The secure RC4 cipher, on which WEP is built, is used. The implementation of RC4 in WEP is the issue. Reusing keys is never a good idea, however, WEP permits the usage of initialization vectors. This makes it simple for an attacker to break the encryption. WEP is not secure at all because of numerous other flaws that have been found. Many organizations continue to use WEP despite the fact that it is no longer secure and that there are considerably more secure wireless encryption methods to utilize.
- WPA2 Krack Vulnerability:
Key Reinstallation Attack, often known as KRACK, is a vulnerability that can be used in a man-in-the-middle attack to steal sensitive data transferred via a WPA-encrypted WiFi connection. An attacker might eavesdrop on communications, and gain banking credentials, passwords, and credit card information by using the WPA weakness.

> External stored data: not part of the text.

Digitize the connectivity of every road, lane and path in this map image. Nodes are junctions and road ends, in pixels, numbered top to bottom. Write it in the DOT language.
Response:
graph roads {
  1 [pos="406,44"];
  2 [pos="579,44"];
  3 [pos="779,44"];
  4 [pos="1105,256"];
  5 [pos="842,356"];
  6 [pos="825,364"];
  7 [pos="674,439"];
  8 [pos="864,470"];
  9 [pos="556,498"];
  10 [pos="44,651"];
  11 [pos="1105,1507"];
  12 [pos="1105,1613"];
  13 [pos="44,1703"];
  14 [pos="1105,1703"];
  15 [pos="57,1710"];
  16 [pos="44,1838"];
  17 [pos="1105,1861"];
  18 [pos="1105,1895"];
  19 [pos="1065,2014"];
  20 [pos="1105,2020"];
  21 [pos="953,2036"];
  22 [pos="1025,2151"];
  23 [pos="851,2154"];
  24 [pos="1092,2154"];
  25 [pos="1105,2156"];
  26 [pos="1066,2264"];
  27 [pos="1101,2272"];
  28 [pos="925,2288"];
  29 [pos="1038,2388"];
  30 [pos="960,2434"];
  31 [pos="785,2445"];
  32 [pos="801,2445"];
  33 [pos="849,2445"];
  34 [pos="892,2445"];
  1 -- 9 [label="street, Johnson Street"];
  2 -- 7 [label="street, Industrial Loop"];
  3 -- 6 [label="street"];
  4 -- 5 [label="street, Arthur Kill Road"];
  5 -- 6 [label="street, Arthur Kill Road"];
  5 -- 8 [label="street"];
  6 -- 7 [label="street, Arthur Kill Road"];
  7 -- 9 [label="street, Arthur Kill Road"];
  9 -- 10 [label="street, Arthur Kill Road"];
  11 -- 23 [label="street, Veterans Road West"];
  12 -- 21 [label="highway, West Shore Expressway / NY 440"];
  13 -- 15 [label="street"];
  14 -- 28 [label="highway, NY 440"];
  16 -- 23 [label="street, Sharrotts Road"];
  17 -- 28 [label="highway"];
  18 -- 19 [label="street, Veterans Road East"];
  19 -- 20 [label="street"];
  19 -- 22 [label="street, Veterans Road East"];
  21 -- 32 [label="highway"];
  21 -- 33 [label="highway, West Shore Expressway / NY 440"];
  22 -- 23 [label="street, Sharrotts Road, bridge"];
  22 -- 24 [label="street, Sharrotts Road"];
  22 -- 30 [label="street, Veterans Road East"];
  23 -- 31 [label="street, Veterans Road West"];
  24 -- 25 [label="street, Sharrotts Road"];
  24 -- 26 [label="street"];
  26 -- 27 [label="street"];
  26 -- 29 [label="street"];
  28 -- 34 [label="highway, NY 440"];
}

- NetSpectre – Remote Spectre Exploit:
Types of Wireless Network Attacks
- IP and MAC spoofing:
Bad actors can use tools to impersonate or “spoof” trusted devices if they are able to connect to the corporate WLAN successfully. They can do this by altering an allow listed device’s MAC address or changing the source IP address in the packet header. Receiving devices can unintentionally accept the spoof communications in return. Man-in-the-middle attacks and DDoS botnets are two of the most often used spoofing techniques.
- DNS cache spoofing/poisoning:
In order to spoof the DNS server that other connected clients use, an unauthorized device is placed on the WLAN. This practice is known as DNS spoofing. Users and devices that try to access a reliable remote resource, like a website, are then redirected to a malicious page by the spoof DNS server.
- Rogue/evil twin access points (APs):
These happen when malicious parties set up a wireless AP that makes use of a service set identity that looks alike or similar (SSID). Unaware users connect to the malicious device, allowing traffic to be recorded, monitored, or even rerouted to malicious websites.
- War driving:
War drivers look to seek open or vulnerable WLANs to utilize for free internet access when WLAN signals spread outside of corporate buildings and into public locations. This practice is known as piggybacking. War driving can also be used by criminals for more malicious purposes, such as trying to locate and steal confidential corporate information.
Preventing and Monitoring Wifi Hacking Attempts
- Find out what the highest encryption level can be used on production devices.
- Use 802.1x authentication techniques instead of PSKs whenever possible.
- Give visitors internet-only access as their only option.
- Put in place network- and device-based security measures such as firewalls, intrusion detection systems, and antivirus/malware protection.
- Maintain security patches for wireless APs and controllers on a regular basis.
- Physically secure Wi-Fi APs to prevent tampering.
- Perform wireless WLAN scans to find rogue APs.
- To help enforce correct usage and stop password sharing, create WLAN usage policies.